Housing and addon disarmament are total novelties in WoW’s 20-year history. Coming in just behind them are two other changes that have happened before, but are still destabilizing: a stat squish that refactors the game’s math to bring its exponential increases under control, and a fairly severe pruning of most character classes to streamline their abilities and make their combat rotations more manageable.
Housing seems to be a hit, and it’s implemented very well, but it’s a little siloed off from the rest of the game and it directly appeals to a more casual player. Blizzard’s intense focus on it in its marketing is understandable — it’s clearly a huge development project — but for many players in WoW’s hardcore community, it’s not that relevant. And these are exactly the players who have been most hit by addon disarmament and class pruning.
Add-on features these players relied on to play effectively in high-end content have been stripped away and replaced with official alternatives that, certainly in the case of Blizzard’s in-house cooldown manager, are not yet fit for purpose. Blizzard is right to try to re-engineer its game to be playable at the highest level without addons, but most agree that it’s not there yet. Meanwhile, the rhythms of the new, pared-back combat rotations feel off, and won’t feel complete until they have been fleshed out by the new level 90 abilities coming in Midnight.

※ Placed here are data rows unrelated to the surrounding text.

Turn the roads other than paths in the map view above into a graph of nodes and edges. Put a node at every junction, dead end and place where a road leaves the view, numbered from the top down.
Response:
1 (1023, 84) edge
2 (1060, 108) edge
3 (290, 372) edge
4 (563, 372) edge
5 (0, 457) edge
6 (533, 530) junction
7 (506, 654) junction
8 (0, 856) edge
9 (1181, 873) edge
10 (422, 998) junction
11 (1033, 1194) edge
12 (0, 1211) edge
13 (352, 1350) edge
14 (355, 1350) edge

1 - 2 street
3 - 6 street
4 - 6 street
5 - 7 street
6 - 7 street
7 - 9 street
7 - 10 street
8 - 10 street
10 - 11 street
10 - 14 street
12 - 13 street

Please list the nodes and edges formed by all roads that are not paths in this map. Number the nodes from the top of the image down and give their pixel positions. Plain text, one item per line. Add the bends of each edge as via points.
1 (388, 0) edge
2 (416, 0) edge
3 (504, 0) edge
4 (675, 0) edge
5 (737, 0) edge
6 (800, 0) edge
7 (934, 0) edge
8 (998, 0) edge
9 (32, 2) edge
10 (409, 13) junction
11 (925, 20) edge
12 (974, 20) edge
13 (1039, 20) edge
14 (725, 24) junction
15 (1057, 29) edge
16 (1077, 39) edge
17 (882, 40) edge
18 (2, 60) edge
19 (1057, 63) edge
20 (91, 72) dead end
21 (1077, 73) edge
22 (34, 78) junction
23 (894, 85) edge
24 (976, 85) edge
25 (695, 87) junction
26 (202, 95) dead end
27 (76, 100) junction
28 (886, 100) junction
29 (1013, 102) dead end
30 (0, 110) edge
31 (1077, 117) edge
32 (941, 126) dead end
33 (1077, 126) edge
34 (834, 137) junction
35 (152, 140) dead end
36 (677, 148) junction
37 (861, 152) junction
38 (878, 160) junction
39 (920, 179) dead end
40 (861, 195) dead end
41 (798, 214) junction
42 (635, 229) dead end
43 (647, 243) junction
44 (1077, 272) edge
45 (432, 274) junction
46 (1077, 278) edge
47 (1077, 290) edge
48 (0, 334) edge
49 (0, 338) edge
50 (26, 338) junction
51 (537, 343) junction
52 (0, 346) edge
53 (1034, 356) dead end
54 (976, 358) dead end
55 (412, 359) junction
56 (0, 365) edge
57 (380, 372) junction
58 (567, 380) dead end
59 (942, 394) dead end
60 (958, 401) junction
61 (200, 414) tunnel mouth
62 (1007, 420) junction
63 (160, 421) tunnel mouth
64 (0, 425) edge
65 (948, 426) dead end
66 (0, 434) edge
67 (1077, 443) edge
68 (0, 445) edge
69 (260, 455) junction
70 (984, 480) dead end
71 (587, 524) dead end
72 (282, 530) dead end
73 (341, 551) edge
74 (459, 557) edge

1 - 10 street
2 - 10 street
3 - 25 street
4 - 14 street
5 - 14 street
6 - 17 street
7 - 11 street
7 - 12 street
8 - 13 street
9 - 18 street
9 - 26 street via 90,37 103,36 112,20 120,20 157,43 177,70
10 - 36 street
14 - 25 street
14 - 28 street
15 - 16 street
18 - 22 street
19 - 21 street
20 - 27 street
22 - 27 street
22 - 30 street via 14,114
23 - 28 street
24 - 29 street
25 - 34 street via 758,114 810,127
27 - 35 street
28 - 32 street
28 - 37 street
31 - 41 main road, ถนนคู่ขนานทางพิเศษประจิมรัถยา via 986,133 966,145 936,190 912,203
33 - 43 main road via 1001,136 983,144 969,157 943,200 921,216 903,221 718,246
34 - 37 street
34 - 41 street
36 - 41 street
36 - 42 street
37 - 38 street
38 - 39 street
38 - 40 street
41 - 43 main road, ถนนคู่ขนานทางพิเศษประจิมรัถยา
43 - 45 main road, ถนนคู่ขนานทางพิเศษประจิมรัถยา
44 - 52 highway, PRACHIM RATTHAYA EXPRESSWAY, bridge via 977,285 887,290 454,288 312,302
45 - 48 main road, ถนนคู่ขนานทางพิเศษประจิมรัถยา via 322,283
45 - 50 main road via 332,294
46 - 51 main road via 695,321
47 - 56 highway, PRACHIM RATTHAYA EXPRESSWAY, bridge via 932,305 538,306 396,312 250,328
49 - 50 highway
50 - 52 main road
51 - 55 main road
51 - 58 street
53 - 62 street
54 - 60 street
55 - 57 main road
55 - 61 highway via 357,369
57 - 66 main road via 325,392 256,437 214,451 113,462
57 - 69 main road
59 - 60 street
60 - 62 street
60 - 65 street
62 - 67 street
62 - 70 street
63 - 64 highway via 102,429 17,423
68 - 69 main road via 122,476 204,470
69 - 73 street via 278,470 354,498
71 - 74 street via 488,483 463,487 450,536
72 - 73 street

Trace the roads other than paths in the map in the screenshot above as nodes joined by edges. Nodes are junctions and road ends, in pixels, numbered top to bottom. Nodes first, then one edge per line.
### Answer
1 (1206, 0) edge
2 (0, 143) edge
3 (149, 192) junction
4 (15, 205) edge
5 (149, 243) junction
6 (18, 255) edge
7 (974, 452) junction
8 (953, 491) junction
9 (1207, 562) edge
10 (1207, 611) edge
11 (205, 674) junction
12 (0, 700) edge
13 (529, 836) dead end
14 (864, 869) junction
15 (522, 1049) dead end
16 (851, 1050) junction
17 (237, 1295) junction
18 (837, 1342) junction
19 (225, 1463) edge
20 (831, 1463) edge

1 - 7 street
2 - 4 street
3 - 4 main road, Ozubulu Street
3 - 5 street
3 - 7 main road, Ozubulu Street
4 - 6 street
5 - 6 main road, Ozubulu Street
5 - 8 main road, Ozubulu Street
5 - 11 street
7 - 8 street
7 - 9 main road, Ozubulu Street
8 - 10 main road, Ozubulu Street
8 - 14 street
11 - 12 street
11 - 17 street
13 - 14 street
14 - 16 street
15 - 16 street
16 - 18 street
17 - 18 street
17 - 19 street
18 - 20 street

One Reddit user likened playing the game in its present state to driving somebody else’s car: “I can get where I need to, but it just feels off the whole time.” Currently, WoW’s hardcore fans feel like their game has been changed beyond recognition — for the worse, many of them would say — and they have nothing else to show for it.
Well, not quite nothing. This week saw the beginning of Twilight Ascension, an in-game event heralding the Midnight plotline. Like most pre-expansion events, this offers a morsel of lore and a fairly simple, speedy grind for some unique cosmetic collectables — now including housing décor, naturally — plus catch-up gear for anyone who hasn’t been keeping up.
Image: Blizzard EntertainmentThere’s a pleasingly old-school flavor to Twilight Ascension. It takes place in the Twilight Highlands, a mountain wilderness on one of the original continents of Azeroth, and involves fighting purple-robed cultists and their deadly summons. This is classic Warcraft stuff. The cultists, the Twilight’s Blade, worship WoW’s current big bad Xal’atath, but they’re also a repurposed remnant of the Twilight’s Hammer, a faction that dates back to the earliest days of the game. It’s nostalgic to fight them, even if zipping around on super-fast Skyriding mounts between timed world quests and mass battles with rare elite spawns is the epitome of modern WoW, gameplay-wise.
Twilight Ascension is fun, but there’s not much to it, and it doesn’t do anything new. Nor should it, really; it’s the live-game equivalent of an apéritif, meant to stimulate the appetite, not sate it. That’s the job of Midnight proper. But for players uninterested in housing, and alienated by addon disarmament, the event’s easy nostalgia and basic grind are pretty thin gruel.
The nature of the pre-expansion limbo is that it’s temporary, and once Midnight launches, all this might be forgotten. WoW’s current wobble won’t last forever, and it certainly won’t be the last one, either. But it’s a particularly fragile moment for a game and a community that have almost unparalleled longevity. With housing and addon disarmament — both of which are strategic investments in the game’s future — Blizzard has thrown World of Warcraft out of balance. Will Midnight restore it?